**Required action**
For the data below, report how many lines include the word "Number", and write nothing else.

Saved data entries
※

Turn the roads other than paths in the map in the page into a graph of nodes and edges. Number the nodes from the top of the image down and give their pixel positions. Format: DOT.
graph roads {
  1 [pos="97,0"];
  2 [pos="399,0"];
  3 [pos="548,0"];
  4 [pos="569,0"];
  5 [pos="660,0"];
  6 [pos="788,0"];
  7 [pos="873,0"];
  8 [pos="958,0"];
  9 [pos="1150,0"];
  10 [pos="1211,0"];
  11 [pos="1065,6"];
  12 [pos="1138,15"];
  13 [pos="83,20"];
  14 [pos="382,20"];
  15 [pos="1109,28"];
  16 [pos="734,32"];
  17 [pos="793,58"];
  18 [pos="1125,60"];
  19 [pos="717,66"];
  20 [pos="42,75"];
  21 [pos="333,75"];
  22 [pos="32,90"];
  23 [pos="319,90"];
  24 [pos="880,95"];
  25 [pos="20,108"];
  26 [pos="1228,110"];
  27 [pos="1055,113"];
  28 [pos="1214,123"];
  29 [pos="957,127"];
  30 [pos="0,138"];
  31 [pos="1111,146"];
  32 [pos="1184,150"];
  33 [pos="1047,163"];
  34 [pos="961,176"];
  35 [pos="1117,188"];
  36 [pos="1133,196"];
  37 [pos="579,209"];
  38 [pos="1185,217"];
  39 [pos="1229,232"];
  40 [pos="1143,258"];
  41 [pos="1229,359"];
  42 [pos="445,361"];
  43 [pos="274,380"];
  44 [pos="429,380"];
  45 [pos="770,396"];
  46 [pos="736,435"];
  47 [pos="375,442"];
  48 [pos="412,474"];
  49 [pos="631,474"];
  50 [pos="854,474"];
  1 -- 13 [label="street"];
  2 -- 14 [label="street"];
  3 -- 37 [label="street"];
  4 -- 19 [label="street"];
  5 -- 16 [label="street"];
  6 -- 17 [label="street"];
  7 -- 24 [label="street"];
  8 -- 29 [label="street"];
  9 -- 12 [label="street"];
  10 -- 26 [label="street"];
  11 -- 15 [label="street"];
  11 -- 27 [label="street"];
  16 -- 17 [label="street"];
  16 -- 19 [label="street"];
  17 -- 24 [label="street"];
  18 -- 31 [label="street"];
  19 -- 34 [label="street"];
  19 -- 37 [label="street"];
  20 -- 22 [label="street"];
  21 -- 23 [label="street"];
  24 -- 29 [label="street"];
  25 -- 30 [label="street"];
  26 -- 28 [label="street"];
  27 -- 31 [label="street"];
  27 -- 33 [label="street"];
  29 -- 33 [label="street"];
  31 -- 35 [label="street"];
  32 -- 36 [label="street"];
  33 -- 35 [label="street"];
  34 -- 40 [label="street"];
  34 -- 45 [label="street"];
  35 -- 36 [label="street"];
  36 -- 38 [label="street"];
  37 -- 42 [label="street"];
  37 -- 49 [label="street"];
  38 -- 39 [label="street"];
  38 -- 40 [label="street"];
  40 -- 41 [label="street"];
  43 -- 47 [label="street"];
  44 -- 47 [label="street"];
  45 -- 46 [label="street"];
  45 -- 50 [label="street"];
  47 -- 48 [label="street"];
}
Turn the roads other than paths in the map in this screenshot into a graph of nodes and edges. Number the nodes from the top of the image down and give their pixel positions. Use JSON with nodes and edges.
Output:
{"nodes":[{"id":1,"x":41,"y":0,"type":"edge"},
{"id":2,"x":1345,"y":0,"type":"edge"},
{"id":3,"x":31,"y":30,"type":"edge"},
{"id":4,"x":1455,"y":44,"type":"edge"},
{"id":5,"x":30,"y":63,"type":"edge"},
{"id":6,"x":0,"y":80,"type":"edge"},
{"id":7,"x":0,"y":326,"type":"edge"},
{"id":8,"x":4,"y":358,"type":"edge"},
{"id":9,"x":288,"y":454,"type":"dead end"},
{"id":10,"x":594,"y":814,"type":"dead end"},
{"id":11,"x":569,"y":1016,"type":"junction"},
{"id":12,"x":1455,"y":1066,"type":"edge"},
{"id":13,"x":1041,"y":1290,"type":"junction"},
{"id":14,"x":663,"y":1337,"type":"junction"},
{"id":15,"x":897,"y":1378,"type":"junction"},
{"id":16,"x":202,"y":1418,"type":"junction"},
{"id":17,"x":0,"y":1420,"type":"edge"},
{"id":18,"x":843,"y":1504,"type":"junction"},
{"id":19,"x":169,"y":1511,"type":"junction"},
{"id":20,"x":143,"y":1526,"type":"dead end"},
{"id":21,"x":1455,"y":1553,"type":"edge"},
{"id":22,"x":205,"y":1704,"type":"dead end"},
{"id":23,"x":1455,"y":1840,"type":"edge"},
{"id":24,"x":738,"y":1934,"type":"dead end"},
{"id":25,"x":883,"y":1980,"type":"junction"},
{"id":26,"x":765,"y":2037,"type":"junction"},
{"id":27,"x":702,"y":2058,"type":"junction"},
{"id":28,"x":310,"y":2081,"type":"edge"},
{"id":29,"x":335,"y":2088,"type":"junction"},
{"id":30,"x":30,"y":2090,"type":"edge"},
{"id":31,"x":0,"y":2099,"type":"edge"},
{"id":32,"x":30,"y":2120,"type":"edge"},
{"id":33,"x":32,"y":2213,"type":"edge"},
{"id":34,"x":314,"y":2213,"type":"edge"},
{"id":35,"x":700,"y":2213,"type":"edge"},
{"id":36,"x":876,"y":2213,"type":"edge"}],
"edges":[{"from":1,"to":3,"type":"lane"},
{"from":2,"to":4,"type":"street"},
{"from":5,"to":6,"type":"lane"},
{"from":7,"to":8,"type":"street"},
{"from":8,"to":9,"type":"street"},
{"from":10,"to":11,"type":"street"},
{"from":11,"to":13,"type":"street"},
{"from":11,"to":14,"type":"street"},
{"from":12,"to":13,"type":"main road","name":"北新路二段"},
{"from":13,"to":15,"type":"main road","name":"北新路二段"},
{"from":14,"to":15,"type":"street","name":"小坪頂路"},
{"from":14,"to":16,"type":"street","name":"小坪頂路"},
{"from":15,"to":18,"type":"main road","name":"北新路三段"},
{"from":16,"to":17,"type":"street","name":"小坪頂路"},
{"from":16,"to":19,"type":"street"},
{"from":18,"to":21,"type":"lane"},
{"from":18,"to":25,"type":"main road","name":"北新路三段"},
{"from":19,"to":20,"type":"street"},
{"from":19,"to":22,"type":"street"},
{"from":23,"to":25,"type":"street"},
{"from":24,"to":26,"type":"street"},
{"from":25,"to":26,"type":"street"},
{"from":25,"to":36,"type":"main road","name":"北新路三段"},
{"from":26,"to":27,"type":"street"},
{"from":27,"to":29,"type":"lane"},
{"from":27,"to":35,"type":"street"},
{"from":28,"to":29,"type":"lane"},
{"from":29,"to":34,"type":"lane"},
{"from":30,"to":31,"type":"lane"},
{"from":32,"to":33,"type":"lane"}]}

※

**Result**
2